On November 22, 1892, David J. Hayden, a resident of St. Louis, Mo., made application for insurance in said Merchants' Life Association, and a certificate in the sum of $5,000 was issued to him. The policy expressed to be issued "in consideration of all premiums and assessments, as stated in the Insurance Plan endorsed hereon"; and provided that, "if any premium or any assessment called in accordance with said Insurance Plan, shall not be paid on or before the day named in the notice for the payment thereof," the policy should become null and void.
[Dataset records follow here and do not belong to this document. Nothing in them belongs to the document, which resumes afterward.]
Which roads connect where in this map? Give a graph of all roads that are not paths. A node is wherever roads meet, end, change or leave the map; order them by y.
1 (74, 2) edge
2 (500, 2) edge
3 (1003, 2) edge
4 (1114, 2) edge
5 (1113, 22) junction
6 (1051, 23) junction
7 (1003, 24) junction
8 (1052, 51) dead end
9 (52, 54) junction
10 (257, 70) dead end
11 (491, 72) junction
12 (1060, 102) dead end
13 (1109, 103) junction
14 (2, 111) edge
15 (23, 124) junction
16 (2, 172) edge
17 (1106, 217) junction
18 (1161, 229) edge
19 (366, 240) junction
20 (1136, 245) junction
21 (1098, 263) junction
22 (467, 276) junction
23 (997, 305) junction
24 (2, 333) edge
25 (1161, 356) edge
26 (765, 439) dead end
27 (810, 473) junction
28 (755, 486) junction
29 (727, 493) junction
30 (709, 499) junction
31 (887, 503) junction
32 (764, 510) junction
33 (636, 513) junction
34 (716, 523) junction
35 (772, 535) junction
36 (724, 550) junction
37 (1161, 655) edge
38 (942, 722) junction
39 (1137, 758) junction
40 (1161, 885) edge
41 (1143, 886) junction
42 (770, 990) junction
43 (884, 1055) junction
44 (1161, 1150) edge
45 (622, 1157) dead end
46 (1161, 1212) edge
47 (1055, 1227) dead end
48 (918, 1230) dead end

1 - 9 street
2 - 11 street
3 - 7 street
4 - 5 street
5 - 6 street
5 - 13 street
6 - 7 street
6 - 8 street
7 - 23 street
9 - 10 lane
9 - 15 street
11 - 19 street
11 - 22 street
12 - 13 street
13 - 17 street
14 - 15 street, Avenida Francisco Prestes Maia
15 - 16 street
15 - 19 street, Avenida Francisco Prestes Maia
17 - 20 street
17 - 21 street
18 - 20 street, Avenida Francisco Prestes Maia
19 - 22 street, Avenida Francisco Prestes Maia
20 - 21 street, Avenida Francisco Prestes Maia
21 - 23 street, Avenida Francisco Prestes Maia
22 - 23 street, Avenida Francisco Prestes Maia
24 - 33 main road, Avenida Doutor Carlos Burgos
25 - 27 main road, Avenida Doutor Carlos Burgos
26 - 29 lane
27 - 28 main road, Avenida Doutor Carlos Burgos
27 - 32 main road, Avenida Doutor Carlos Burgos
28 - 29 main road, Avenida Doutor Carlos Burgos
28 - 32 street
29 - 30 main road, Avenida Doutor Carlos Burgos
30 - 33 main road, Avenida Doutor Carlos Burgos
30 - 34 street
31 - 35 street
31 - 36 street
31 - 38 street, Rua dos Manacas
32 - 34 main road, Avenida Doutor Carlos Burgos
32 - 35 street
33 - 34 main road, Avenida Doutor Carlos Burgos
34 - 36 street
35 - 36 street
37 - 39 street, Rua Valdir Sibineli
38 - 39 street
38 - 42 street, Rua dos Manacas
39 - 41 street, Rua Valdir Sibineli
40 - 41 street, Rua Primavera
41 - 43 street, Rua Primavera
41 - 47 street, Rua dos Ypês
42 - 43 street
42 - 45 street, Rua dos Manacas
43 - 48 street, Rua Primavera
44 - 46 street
The policy also contained this provision: "The Mortuary Call payable quarterly or annually to provide a Mortuary Fund for the payment of death claims shall be according to the following rates at entry." This is followed by a table of entry rates, both quarterly and annually, increasing annually from the ages of 20 to 55; which table is then followed by this provision:

"An Emergency Reserve Fund to meet death-claims in excess of the Mortuary Fund, shall be provided in the same way and at the same time by the payment of 25 per cent of said Mortuary Call; and these, together with three dollars for Annual Expenses, shall constitute the premium rates for each one thousand dollars insurance.

"Should the Emergency Reserve Fund, or any part thereof, be used as aforesaid, its impairment shall be made good by an assessment in addition to the regular Mortuary Call."

The assured made the payment required of him by the policy up to June, 1899, when the defendant in error, the Franklin Life Insurance Company, a corporation of Illinois, reinsured the Merchants' Life Association, being authorized thereto by section 7904, Rev. St. Mo. 1899, which provides that: "No corporation of this state, organized or doing business under the provisions of this article, shall transfer its risks to or re-insure them in any other corporation, unless the contract of transfer or re-insurance is first submitted to and approved by a two-thirds vote of a meeting of the insured, called to consider the same, of which meeting a written or printed notice shall be mailed to each policy or certificate holder, at least ten days before the day fixed for said meeting; and in case said transfer or re-insurance shall be approved, every policy or certificate-holder of said corporation who shall file with the secretary thereof, within five days after said meeting, written notice of his preference to be transferred to some other corporation than that named in the contract, shall be accorded all the rights and privileges in aid of such transfer as would have been accorded under the terms of said contract had he been transferred to the corporation named therein; but no such transfer shall be valid until the terms and conditions shall have been fully submitted to the superintendent of the insurance department, and have been approved by him." This contract of reinsurance was approved by the

State Superintendent of Insurance. The contract of insurance between the two insurance companies was evidenced as follows: On the 18th day of May. 1899, the Franklin Life Insurance Company submitted a written proposition to the Merchants' Life Association, so much of which as is material to this controversy is as follows:

"May 18th, 1899.

"To the Merchants' Life Association-Gentlemen: We make you the following proposition of reinsurance:

"In consideration of the transfer to us of all your money securities, assets, and property of every kind, together with all your books and records, the value of said assets being shown by Exhibits of Assets hereto attached, and of the transfer to us of all your outstanding policies, with all premiums due or to become due thereon, and with your recommendation that the policy holders continue their insurance with us and on the complete substitution (so far as lies in your power) of this company in place and stead of the Merchants' Life Association we will:

"First. Assume outstanding policy contracts, as shown by the two exhibits of policies in force, of date May 13, 1899, hereto attached and all obligations to policy and beneficiaries, thereunder," etc.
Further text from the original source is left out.